Even during tumultuous times, there is joy in publishing writers of elective affinities, in bringing disparate forms into a relationship of reciprocal richness. This collection makes readers sometimes suffer and sometimes laugh, as in Aimee LaBrie’s winning story “Rage.”
As noted author and fiction judge A.J. Verdelle said of the prize-winning piece: As a story, Rage is softer than its title. Even given the harsh representations of rage in our current social context, the story still holds up and provokes reflection. The story speaks to the ways in which our professional choices and our daily lives can batter us and flummox us as we try to hew to social expectations. Ultimately, the story reveals how strong and intellectually compelling women can be. The story also covers how our society diminishes women’s work, and reduces women to objects of predation. At the same time as this story elevates big issues, the story makes fun of how we behave with each other. The anger and the humor in Rage are both real. A story that makes you laugh will always be a gem.
Honorable Mention is “Brothers in Arms” by Aisha Hassan. A.J. Verdelle stated, This story was weird, and atmospheric, sad and clouded with emotional and physical danger. The author created a miasma for its central character, and we readers had to live with her, however briefly, inside that thick fog of confusion and predation. An accomplishment in a short work of fiction, to trap the reader in the struggle and confusion, with the protagonist.
Also, our deep congratulations to the three Finalists: Tracy Robert’s “Inklings,” a novel excerpt with ironic, profound insights into male/female relationships; Jedah Mayberry’s “Weeks Away,” a tragic coming-of-age story of two black male youths dealing with girls; and Andrew Tonkovich’s “Metonymy,” a blistering, contemporary political satire.
And kudos to the Solstice Editors’ Picks: S.K. Brownell’s “Your Head is Older than Your Feet.” and Diane C. Kessler’s “Blindside.” At first, these two stories seem dramatically disparate.

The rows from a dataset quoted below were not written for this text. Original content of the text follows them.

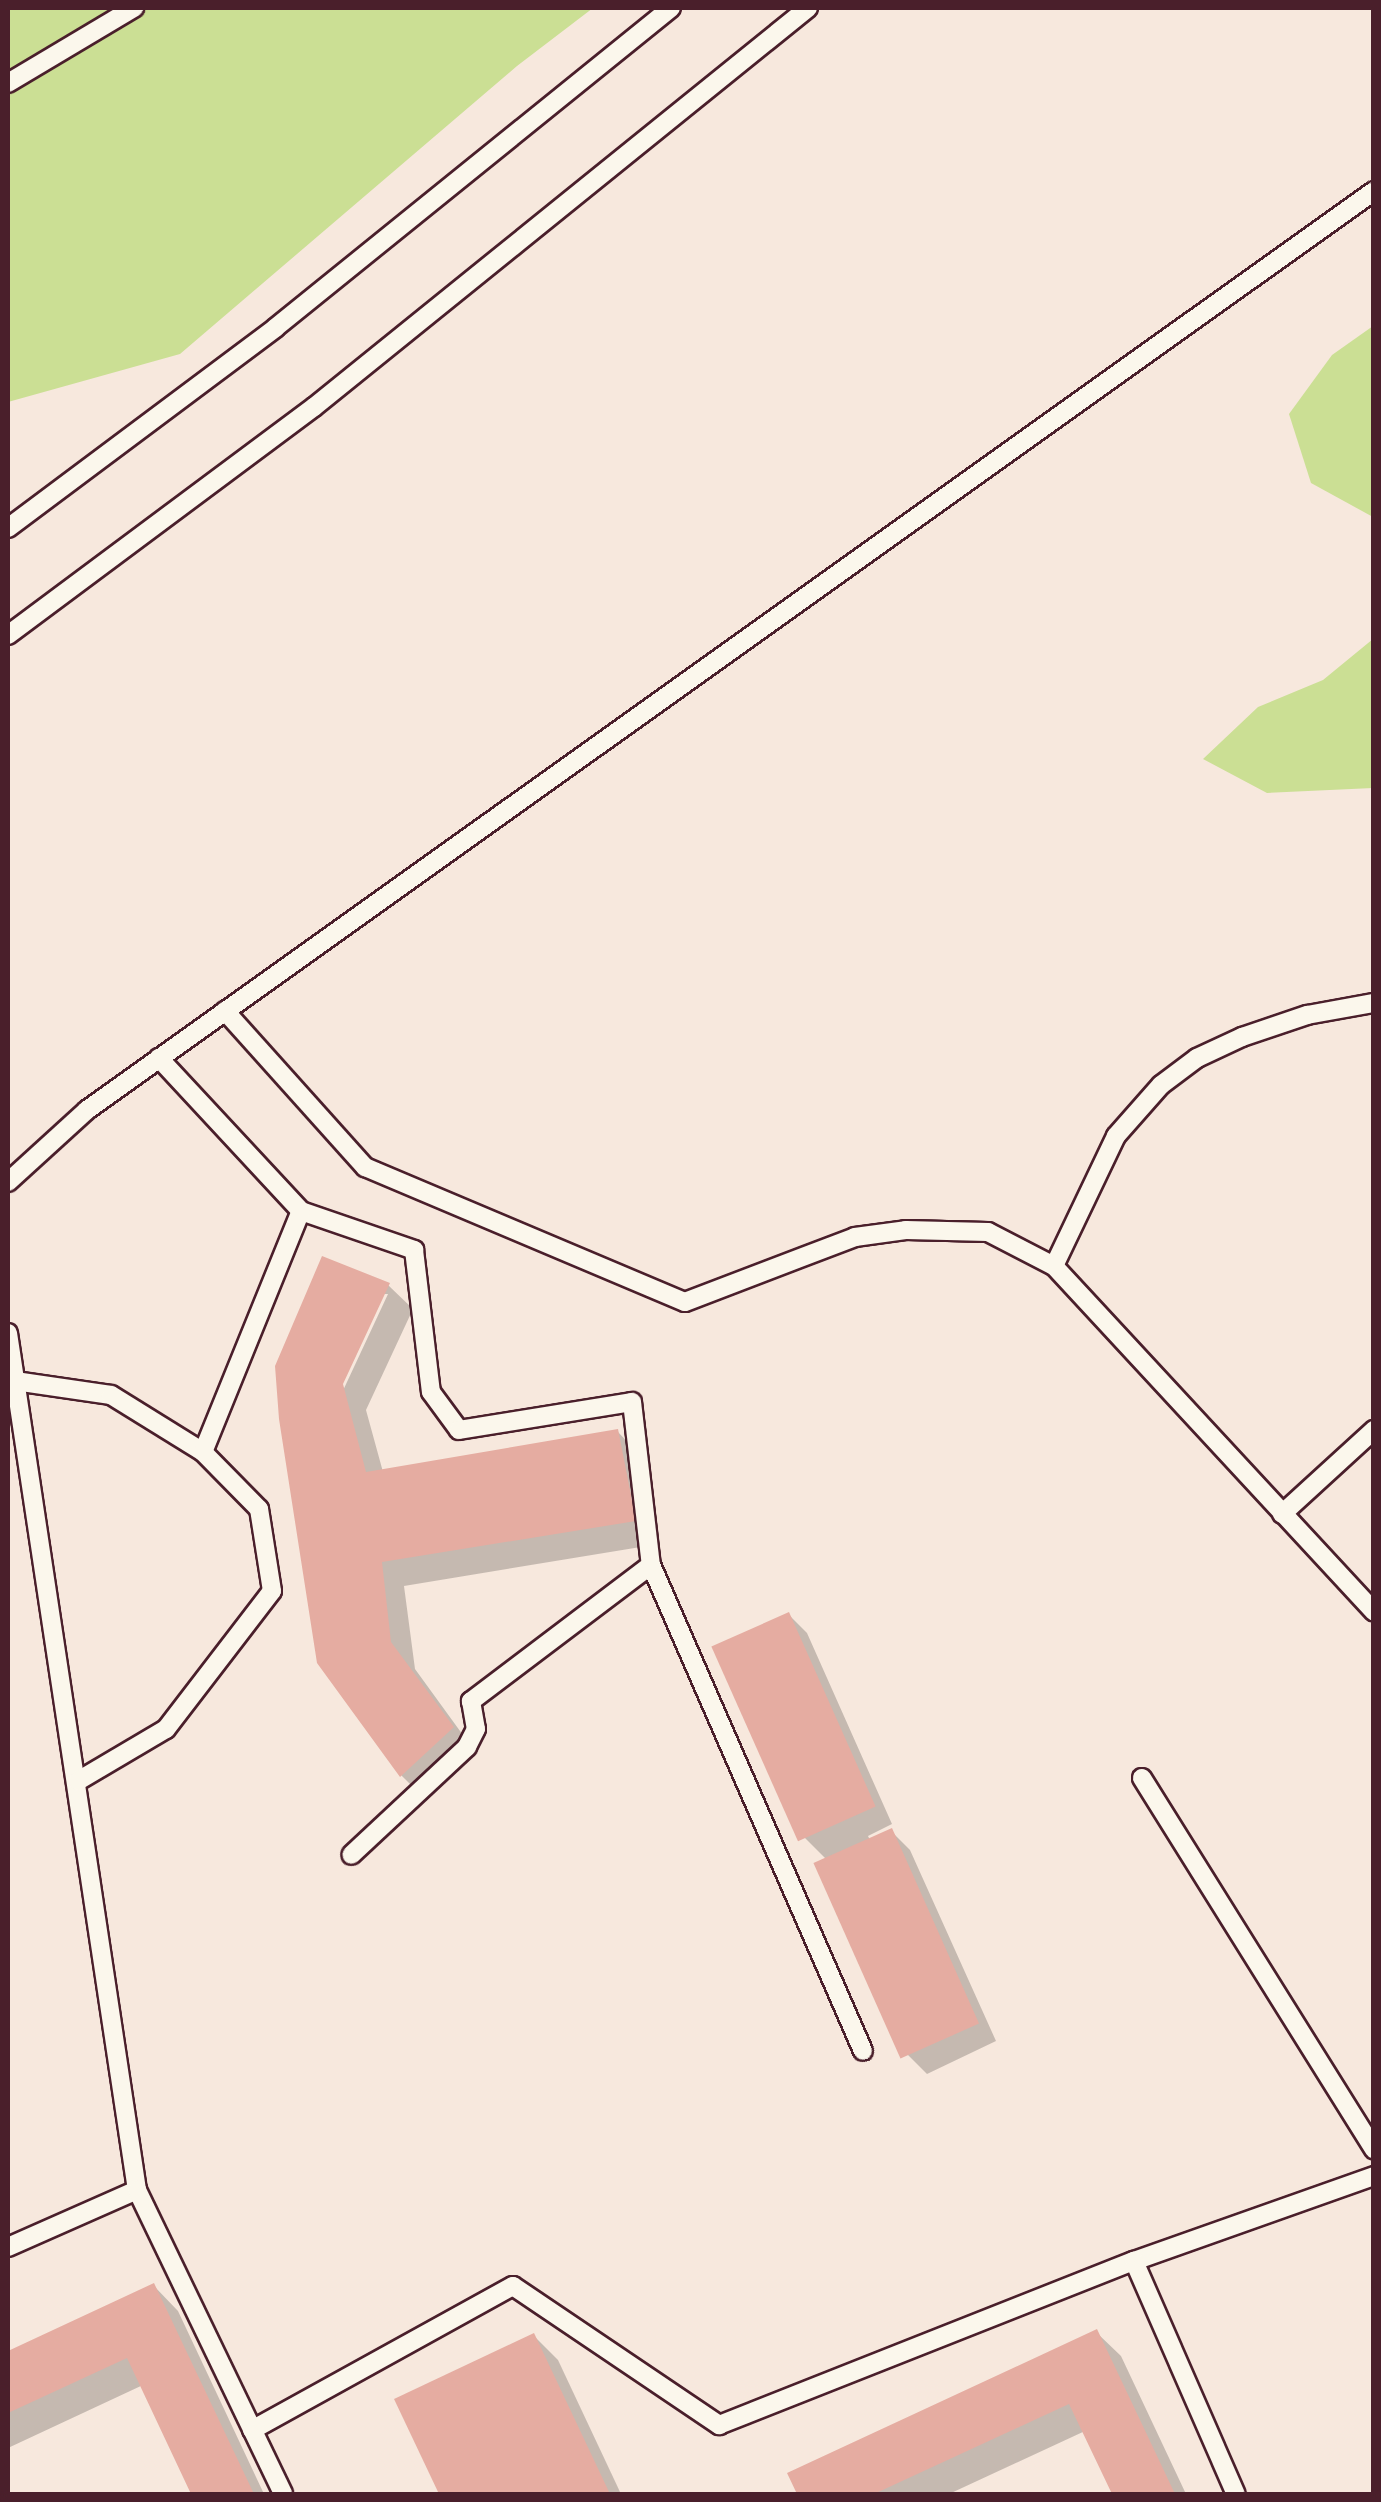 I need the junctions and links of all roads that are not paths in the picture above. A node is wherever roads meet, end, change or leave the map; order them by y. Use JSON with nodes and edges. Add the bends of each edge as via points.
{"nodes":[{"id":1,"x":134,"y":8,"type":"edge"},
{"id":2,"x":671,"y":8,"type":"edge"},
{"id":3,"x":808,"y":8,"type":"edge"},
{"id":4,"x":8,"y":83,"type":"edge"},
{"id":5,"x":1374,"y":192,"type":"edge"},
{"id":6,"x":8,"y":528,"type":"edge"},
{"id":7,"x":8,"y":635,"type":"edge"},
{"id":8,"x":1374,"y":1003,"type":"edge"},
{"id":9,"x":224,"y":1011,"type":"junction"},
{"id":10,"x":159,"y":1058,"type":"junction"},
{"id":11,"x":8,"y":1182,"type":"edge"},
{"id":12,"x":301,"y":1211,"type":"junction"},
{"id":13,"x":1054,"y":1266,"type":"junction"},
{"id":14,"x":8,"y":1334,"type":"edge"},
{"id":15,"x":15,"y":1380,"type":"junction"},
{"id":16,"x":1374,"y":1430,"type":"edge"},
{"id":17,"x":203,"y":1452,"type":"junction"},
{"id":18,"x":1282,"y":1514,"type":"junction"},
{"id":19,"x":652,"y":1565,"type":"junction"},
{"id":20,"x":1374,"y":1611,"type":"edge"},
{"id":21,"x":1142,"y":1778,"type":"dead end"},
{"id":22,"x":78,"y":1781,"type":"junction"},
{"id":23,"x":351,"y":1856,"type":"dead end"},
{"id":24,"x":863,"y":2050,"type":"dead end"},
{"id":25,"x":1374,"y":2149,"type":"edge"},
{"id":26,"x":1374,"y":2176,"type":"edge"},
{"id":27,"x":137,"y":2190,"type":"junction"},
{"id":28,"x":8,"y":2247,"type":"edge"},
{"id":29,"x":1134,"y":2261,"type":"junction"},
{"id":30,"x":252,"y":2430,"type":"junction"},
{"id":31,"x":283,"y":2494,"type":"edge"},
{"id":32,"x":1236,"y":2494,"type":"edge"}],
"edges":[{"from":1,"to":4,"type":"lane"},
{"from":2,"to":6,"type":"lane","via":[[275,328]]},
{"from":3,"to":7,"type":"lane","via":[[314,406]]},
{"from":5,"to":9,"type":"lane"},
{"from":8,"to":13,"type":"lane","via":[[1307,1015],[1242,1038],[1197,1058],[1161,1085],[1116,1136]]},
{"from":9,"to":10,"type":"lane"},
{"from":9,"to":13,"type":"lane","via":[[365,1167],[684,1302],[855,1237],[906,1230],[988,1232]]},
{"from":10,"to":11,"type":"lane","via":[[87,1110]]},
{"from":10,"to":12,"type":"lane"},
{"from":12,"to":17,"type":"lane"},
{"from":12,"to":19,"type":"lane","via":[[414,1250],[431,1392],[459,1430],[632,1402]]},
{"from":13,"to":18,"type":"lane"},
{"from":14,"to":15,"type":"lane"},
{"from":15,"to":17,"type":"lane","via":[[111,1395]]},
{"from":15,"to":22,"type":"lane"},
{"from":16,"to":18,"type":"lane"},
{"from":17,"to":22,"type":"lane","via":[[259,1509],[272,1591],[166,1729]]},
{"from":18,"to":20,"type":"lane"},
{"from":19,"to":23,"type":"lane","via":[[471,1701],[476,1730],[467,1747]]},
{"from":19,"to":24,"type":"lane"},
{"from":21,"to":25,"type":"lane"},
{"from":22,"to":27,"type":"lane"},
{"from":26,"to":29,"type":"lane"},
{"from":27,"to":28,"type":"lane"},
{"from":27,"to":30,"type":"lane"},
{"from":29,"to":30,"type":"lane","via":[[718,2424],[513,2286]]},
{"from":29,"to":32,"type":"lane"},
{"from":30,"to":31,"type":"lane"}]}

Brownell’s is a lyrical piece of a young woman falling for a gay man, while Kessler’s concerns a woman in a religious crisis for inadvertently killing her sister. Yet each story shows females coming up against themselves.
And here’s to the two Selected Stories, not contest entries, but chosen from among our regular submissions: Kevin St. Jarre’s “Chuligani” and Kari Middleton’s “Migration.” Both dramatize the transformations that can come from exposure to foreign cultures.
These are stories of transformation, love and death, and dark humor leading us to the light—elective affinities. Fine fiction can energize us and mobilize us to join with others, to affiliate, and to work for truth, even in these vital months ahead.